Speaking at Nairobi School on Wednesday, November 28, after KCSE candidates wrote their last paper, Mr Magoha said consumption of pornographic content among school-going children has significantly contributed to the increase in cases of teenage pregnancies.
“Access to pornography via the Internet has contributed to the increase of teenage pregnancies in Kenya. These websites should be blocked,” said Mr Magoha.
“The girl child needs a lot of care because she is the most affected,” said the KNEC boss.
“Getting pregnant when you are not ready is primitive. It shows that there is moral decadence in society, and that parents are negligent.”

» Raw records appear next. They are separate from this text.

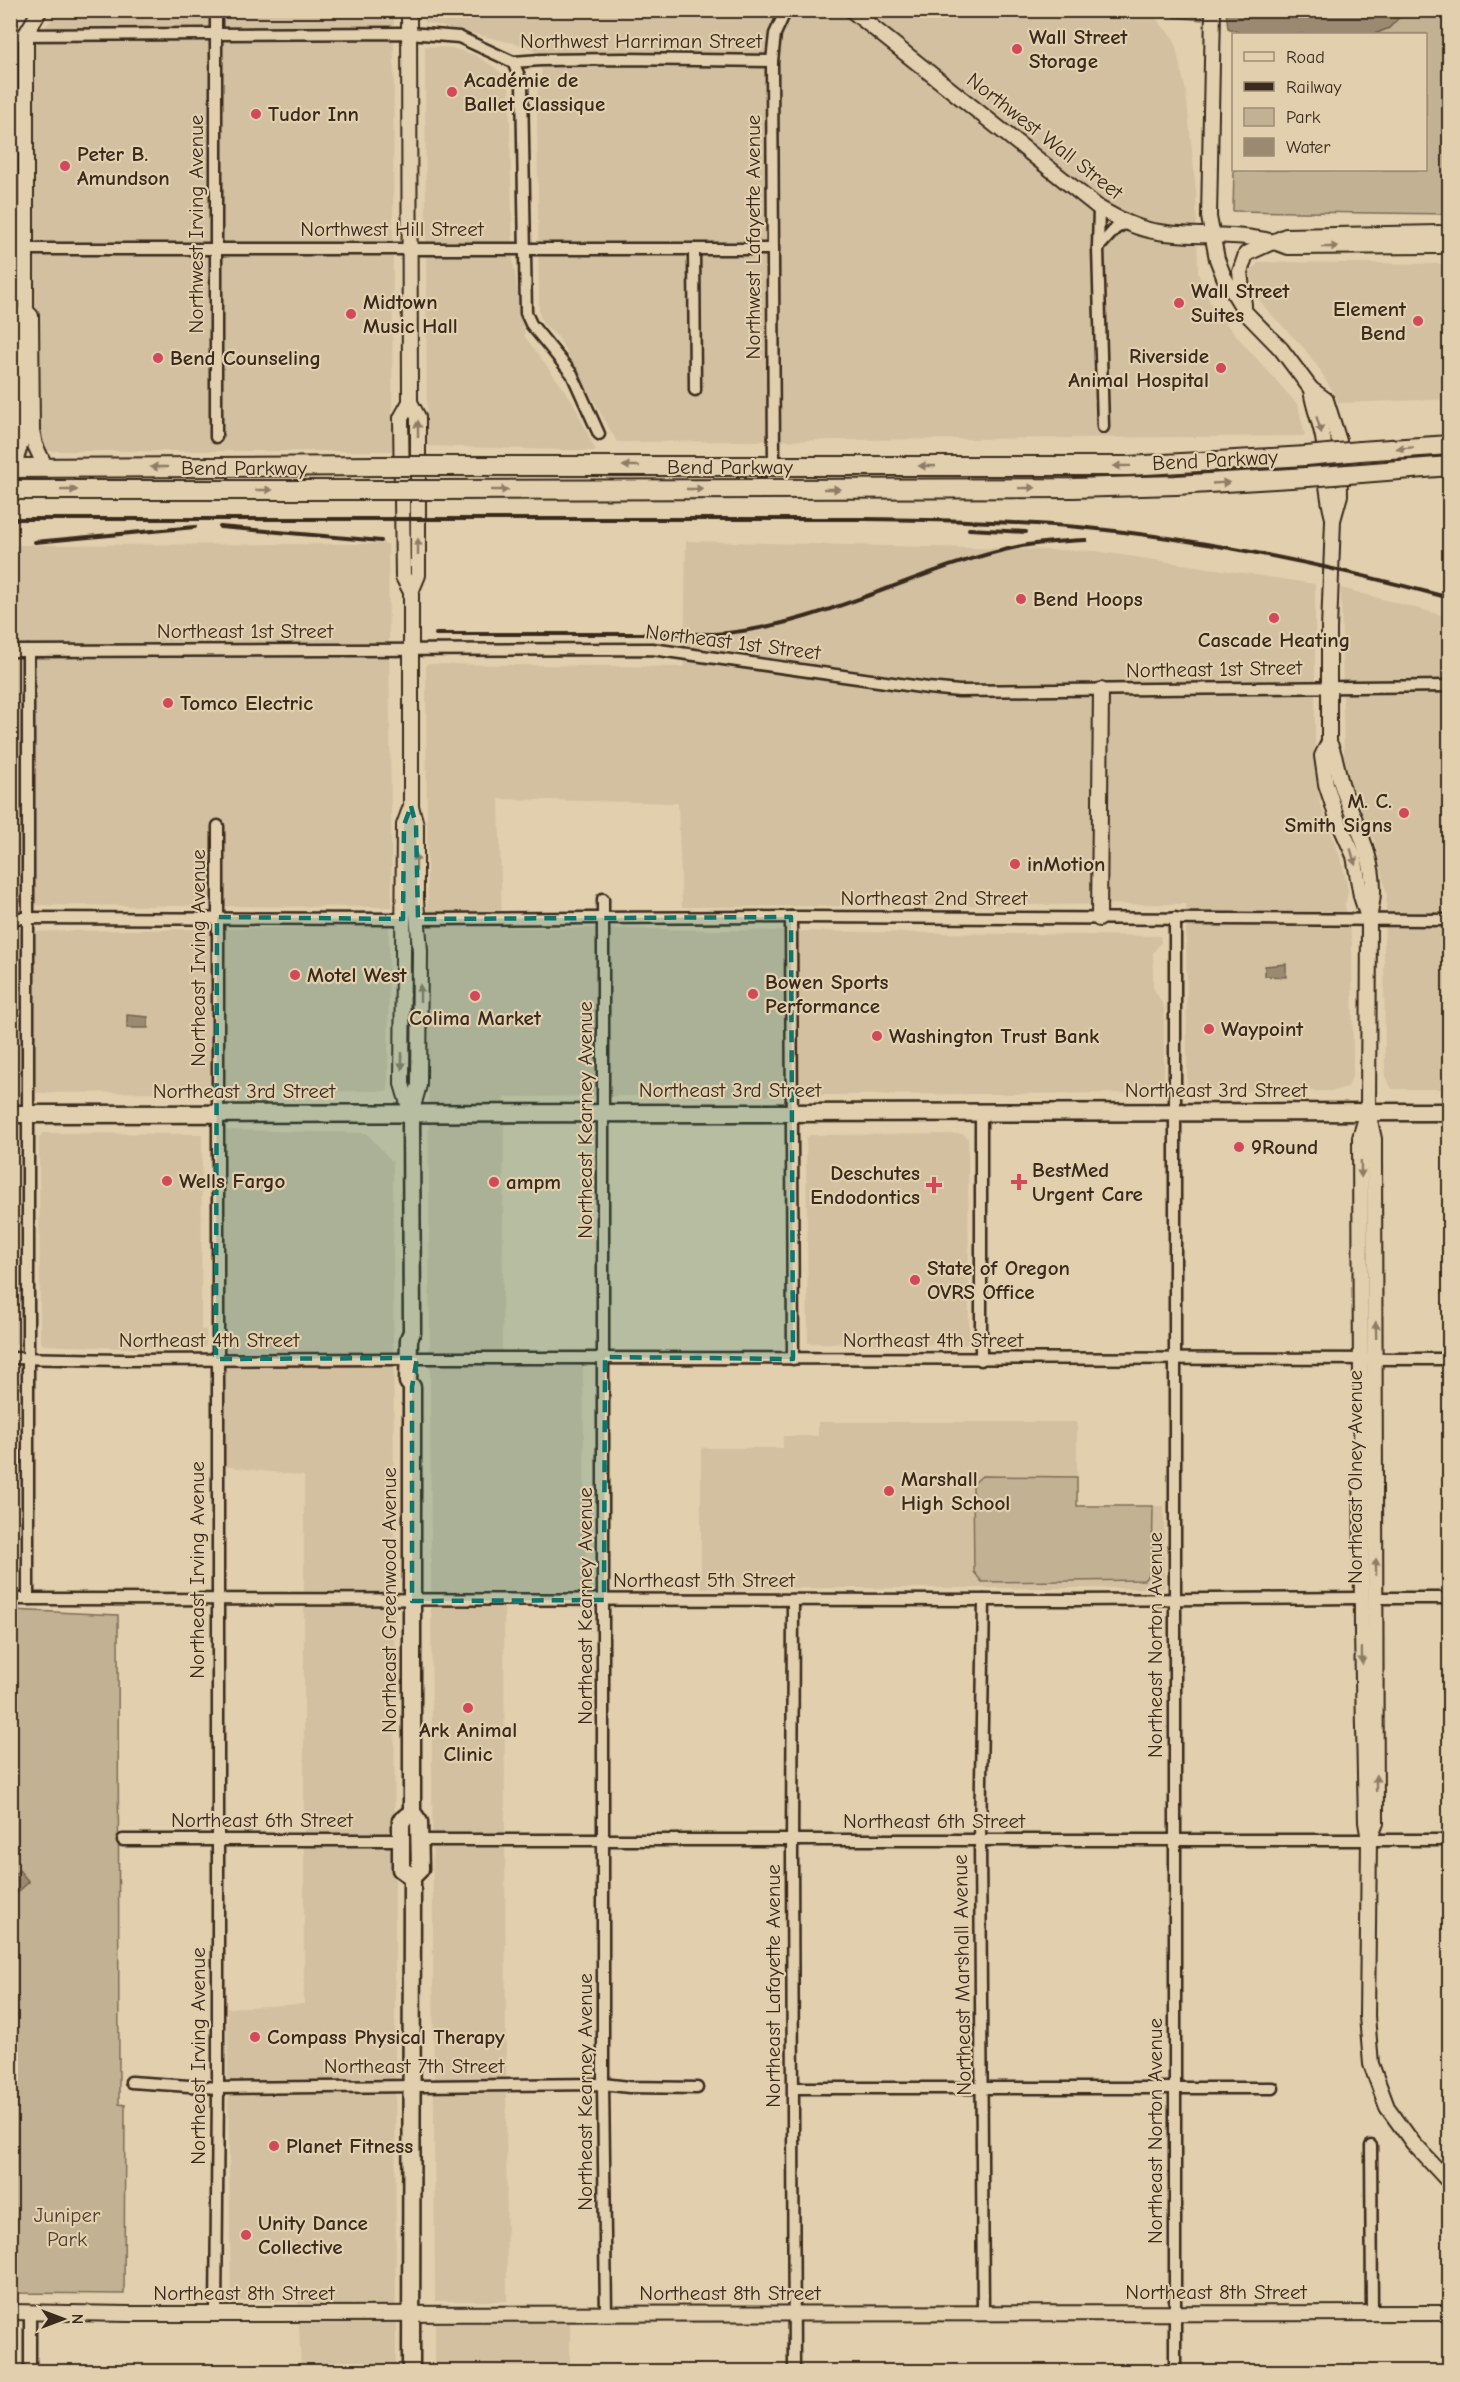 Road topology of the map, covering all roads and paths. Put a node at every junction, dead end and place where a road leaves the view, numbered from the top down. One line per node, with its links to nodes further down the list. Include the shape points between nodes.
1 (40, 10): 8 (main road)
2 (216, 10): 9 (street, Northwest Irving Avenue)
3 (409, 10): 7 (main road)
4 (786, 10): 11 (street, Northwest Lafayette Avenue, via 775,34)
5 (851, 10): 13 (main road, Northwest Wall Street)
6 (1213, 10): 16 (main road, Northeast Olney Avenue)
7 (409, 33): 9 (street, Northwest Harriman Street); 12 (street, Northwest Harriman Street, via 459,38); 25 (main road)
8 (26, 34): 9 (street, Northwest Harriman Street); 10 (street, Northwest Harriman Street); 23 (main road)
9 (216, 34): 24 (street, Northwest Irving Avenue)
10 (10, 35)
11 (772, 61): 12 (street, Northwest Harriman Street); 28 (street, Northwest Lafayette Avenue)
12 (513, 62): 26 (street, via 522,83)
13 (1099, 208): 14 (main road, Northwest Wall Street); 21 (street)
14 (1125, 223): 16 (main road, Northwest Wall Street, via 1160,232); 21 (street)
15 (1424, 233): 17 (main road, Northwest Wall Street); 18 (main road, Northwest Wall Street, via 1306,234); 20 (main road, via 1409,239 1386,240)
16 (1211, 234): 18 (main road, Northwest Wall Street); 30 (main road, Northeast Olney Avenue, via 1224,277)
17 (1449, 235)
18 (1273, 241): 20 (main road, Northwest Wall Street, one-way to 20, via 1288,247); 30 (main road, via 1246,254 1242,262)
19 (1449, 244): 20 (main road, Northwest Wall Street)
20 (1381, 246)
21 (1098, 248): 34 (street)
22 (10, 249): 23 (street, Northwest Hill Street)
23 (25, 249): 24 (street, Northwest Hill Street); 29 (main road)
24 (215, 249): 25 (street, Northwest Hill Street); 36 (street, Northwest Irving Avenue)
25 (409, 249): 26 (street, Northwest Hill Street); 33 (main road)
26 (524, 249): 27 (street, Northwest Hill Street); 35 (street, via 526,313 572,374)
27 (694, 249): 28 (street, Northwest Hill Street); 32 (street)
28 (773, 249): 38 (street, Northwest Lafayette Avenue)
29 (26, 311): 40 (main road, via 21,316 21,442); 41 (main road, via 31,316 32,430)
30 (1246, 313): 31 (main road, Northeast Olney Avenue, via 1281,349)
31 (1311, 389): 45 (main road, Northeast Olney Avenue, one-way to 45, via 1324,443 1327,496); 45 (main road, Northeast Olney Avenue, via 1326,400 1336,429 1340,495)
32 (695, 390)
33 (410, 402): 46 (main road, Northeast Greenwood Avenue, one-way to 33, via 418,575 418,417); 46 (main road, Northeast Greenwood Avenue, via 401,418 403,577)
34 (1103, 427)
35 (599, 434)
36 (216, 437)
37 (1449, 445): 38 (highway, Bend Parkway, one-way to 38, bridge, via 1128,466)
38 (774, 466): 41 (highway, Bend Parkway, one-way to 41, bridge)
39 (1449, 466): 42 (highway, Bend Parkway)
40 (12, 468): 41 (highway, Bend Parkway)
41 (46, 468)
42 (1394, 470): 43 (highway); 44 (highway, Bend Parkway, one-way to 42, bridge, via 1073,488)
43 (1449, 476)
44 (10, 490)
45 (1334, 520): 51 (main road, Northeast Olney Avenue)
46 (411, 592): 47 (main road, Northeast Greenwood Avenue)
47 (412, 650): 49 (street, Northeast 1st Street); 52 (street, Northeast 1st Street, via 652,650 959,691); 53 (main road, Northeast Greenwood Avenue)
48 (10, 651): 49 (street, Northeast 1st Street)
49 (28, 651): 59 (street)
50 (1449, 686): 51 (street, Northeast 1st Street)
51 (1330, 688): 52 (street, Northeast 1st Street); 65 (main road, Northeast Olney Avenue, via 1329,742 1322,756 1326,784 1354,856)
52 (1101, 690): 62 (main road)
53 (411, 806): 60 (main road, Northeast Greenwood Avenue, via 404,825); 64 (main road, Northeast Greenwood Avenue, one-way to 53, via 416,825)
54 (218, 826): 56 (street, Northeast Irving Avenue)
55 (603, 899): 61 (street, Northeast Kearney Avenue)
56 (217, 917): 59 (street); 60 (street); 75 (street, Northeast Irving Avenue)
57 (791, 917): 61 (street, Northeast 2nd Street); 62 (street, Northeast 2nd Street); 70 (street)
58 (10, 918): 59 (street)
59 (28, 918): 74 (street)
60 (403, 918): 76 (main road, Northeast Greenwood Avenue, one-way to 76, via 402,1084)
61 (603, 918): 64 (street, Northeast 2nd Street); 69 (street, Northeast Kearney Avenue)
62 (1099, 918): 63 (street, Northeast 2nd Street)
63 (1175, 918): 65 (street, Northeast 2nd Street); 72 (street, Northeast Norton Avenue)
64 (418, 919): 76 (main road, Northeast Greenwood Avenue, one-way to 64, via 419,1085)
65 (1369, 920): 66 (street, Northeast 2nd Street); 67 (main road, Northeast Olney Avenue)
66 (1449, 920)
67 (1368, 1112): 68 (main road, Northeast 3rd Street); 72 (main road, Northeast 3rd Street); 84 (main road, Northeast Olney Avenue, one-way to 84, via 1360,1138); 85 (main road, Northeast Olney Avenue, one-way to 67, via 1374,1139)
68 (1449, 1112)
69 (604, 1113): 70 (main road, Northeast 3rd Street); 76 (main road, Northeast 3rd Street); 77 (street, Northeast Kearney Avenue)
70 (792, 1113): 71 (main road, Northeast 3rd Street); 82 (street)
71 (981, 1113): 72 (main road, Northeast 3rd Street); 87 (street)
72 (1176, 1113): 83 (street, Northeast Norton Avenue)
73 (10, 1114): 74 (main road, Northeast 3rd Street)
74 (28, 1114): 75 (main road, Northeast 3rd Street); 79 (street)
75 (216, 1114): 76 (main road, Northeast 3rd Street); 81 (street, Northeast Irving Avenue)
76 (411, 1114): 80 (main road, Northeast Greenwood Avenue, via 409,1339)
77 (604, 1357): 80 (street, Northeast 4th Street); 82 (street, Northeast 4th Street); 94 (street, Northeast Kearney Avenue)
78 (10, 1358): 79 (street, Northeast 4th Street)
79 (28, 1358): 81 (street, Northeast 4th Street); 91 (street)
80 (413, 1358): 81 (street, Northeast 4th Street); 97 (main road, Northeast Greenwood Avenue, via 417,1382 412,1387)
81 (216, 1359): 93 (street, Northeast Irving Avenue)
82 (793, 1359): 87 (street, Northeast 4th Street)
83 (1176, 1359): 84 (street, Northeast 4th Street); 87 (street, Northeast 4th Street); 92 (street, Northeast Norton Avenue)
84 (1361, 1359): 85 (street, Northeast 4th Street); 88 (main road, Northeast Olney Avenue)
85 (1376, 1359): 86 (street, Northeast 4th Street); 88 (main road, Northeast Olney Avenue, one-way to 85)
86 (1449, 1359)
87 (981, 1360)
88 (1369, 1598): 89 (street, Northeast 5th Street); 92 (street, Northeast 5th Street); 106 (main road, Northeast Olney Avenue, via 1376,1823)
89 (1449, 1598)
90 (10, 1599): 91 (street, Northeast 5th Street)
91 (28, 1599): 93 (street, Northeast 5th Street)
92 (1176, 1599): 96 (street, Northeast 5th Street); 105 (street, Northeast Norton Avenue)
93 (217, 1600): 97 (street, Northeast 5th Street); 99 (street, Northeast Irving Avenue)
94 (604, 1600): 95 (street, Northeast 5th Street); 97 (street, Northeast 5th Street); 103 (street, Northeast Kearney Avenue)
95 (793, 1600): 96 (street, Northeast 5th Street); 108 (street, Northeast Lafayette Avenue)
96 (984, 1600): 104 (street, Northeast Marshall Avenue)
97 (412, 1601): 98 (main road, Northeast Greenwood Avenue)
98 (412, 1812): 101 (main road, Northeast Greenwood Avenue, via 401,1821); 102 (main road, Northeast Greenwood Avenue, via 419,1822)
99 (217, 1839): 100 (street, Northeast 6th Street); 101 (street, Northeast 6th Street); 113 (street, Northeast Irving Avenue)
100 (123, 1840)
101 (401, 1840): 109 (main road, Northeast Greenwood Avenue, via 401,1869)
102 (419, 1840): 103 (street, Northeast 6th Street); 109 (main road, Northeast Greenwood Avenue, via 420,1869)
103 (605, 1840): 108 (street, Northeast 6th Street); 111 (street, Northeast Kearney Avenue)
104 (980, 1840): 105 (street, Northeast 6th Street); 108 (street, Northeast 6th Street); 116 (street, Northeast Marshall Avenue)
105 (1176, 1840): 106 (street, Northeast 6th Street); 117 (street, Northeast Norton Avenue)
106 (1369, 1840): 107 (street, Northeast 6th Street); 120 (main road, Northeast Olney Avenue, via 1367,2016 1371,2064 1386,2107)
107 (1449, 1840)
108 (792, 1841): 115 (street, Northeast Lafayette Avenue)
109 (412, 1877): 112 (main road, Northeast Greenwood Avenue)
110 (131, 2082): 113 (street, Northeast 7th Street)
111 (603, 2084): 112 (street, Northeast 7th Street); 114 (street, Northeast 7th Street); 129 (street, Northeast Kearney Avenue)
112 (411, 2085): 113 (street, Northeast 7th Street); 128 (main road, Northeast Greenwood Avenue)
113 (218, 2088): 127 (street, Northeast Irving Avenue)
114 (696, 2088)
115 (794, 2088): 116 (street); 130 (street, Northeast Lafayette Avenue)
116 (982, 2088): 117 (street); 123 (street, Northeast Marshall Avenue)
117 (1176, 2088): 118 (street); 124 (street, Northeast Norton Avenue)
118 (1273, 2088)
119 (1371, 2146): 125 (street)
120 (1449, 2183)
121 (10, 2312): 122 (main road, Northeast 8th Street)
122 (30, 2312): 127 (main road, Northeast 8th Street); 131 (street)
123 (983, 2313): 124 (main road, Northeast 8th Street); 130 (main road, Northeast 8th Street)
124 (1175, 2313): 125 (main road, Northeast 8th Street); 134 (street, Northeast Norton Avenue)
125 (1372, 2313): 126 (main road, Northeast 8th Street)
126 (1449, 2313)
127 (216, 2314): 128 (main road, Northeast 8th Street)
128 (411, 2314): 129 (main road, Northeast 8th Street); 132 (main road, Northeast Greenwood Avenue)
129 (606, 2314): 130 (main road, Northeast 8th Street)
130 (794, 2314): 133 (street, Northeast Lafayette Avenue)
131 (30, 2372)
132 (411, 2372)
133 (794, 2372)
134 (1175, 2372)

Besides suggesting that the access to porn websites should be hindered, Mr Magoha also advocated for the introduction of sex education in schools to help contain the teenage pregnancy menace.
“It is disappointing that leaders do not take talk about family planning but cheer people on to multiply and fill the earth. It is outdated for people to argue that sex education in schools should be delayed. This is the time to introduce such lessons in schools,” said Mr Magoha.
The 2018 KCPE and KCSE candidates posted high numbers of pregnant learners, with statistics showing that at least 110 KCSE candidates sat the exam while expectant in Kitui County alone.
And in Bomet County, 13 secondary school students from one institution alone wrote the tests while expectant.
On November 1, Education Principal Secretary, Dr Belio Kipsang, said parents of candidates who give birth during exams risk arrest.
Statistics from the United Nations Population Fund (UNFP) indicate that between June 2016 and July 2017, 378,397 adolescents in Kenya aged 10 to 19 got pregnant.
Organisations working on children issues say the number could be higher than reported.
The organisations are now calling for a multi-disciplinary approach to end the vice that they say changes the dimension of childhood for the children involved.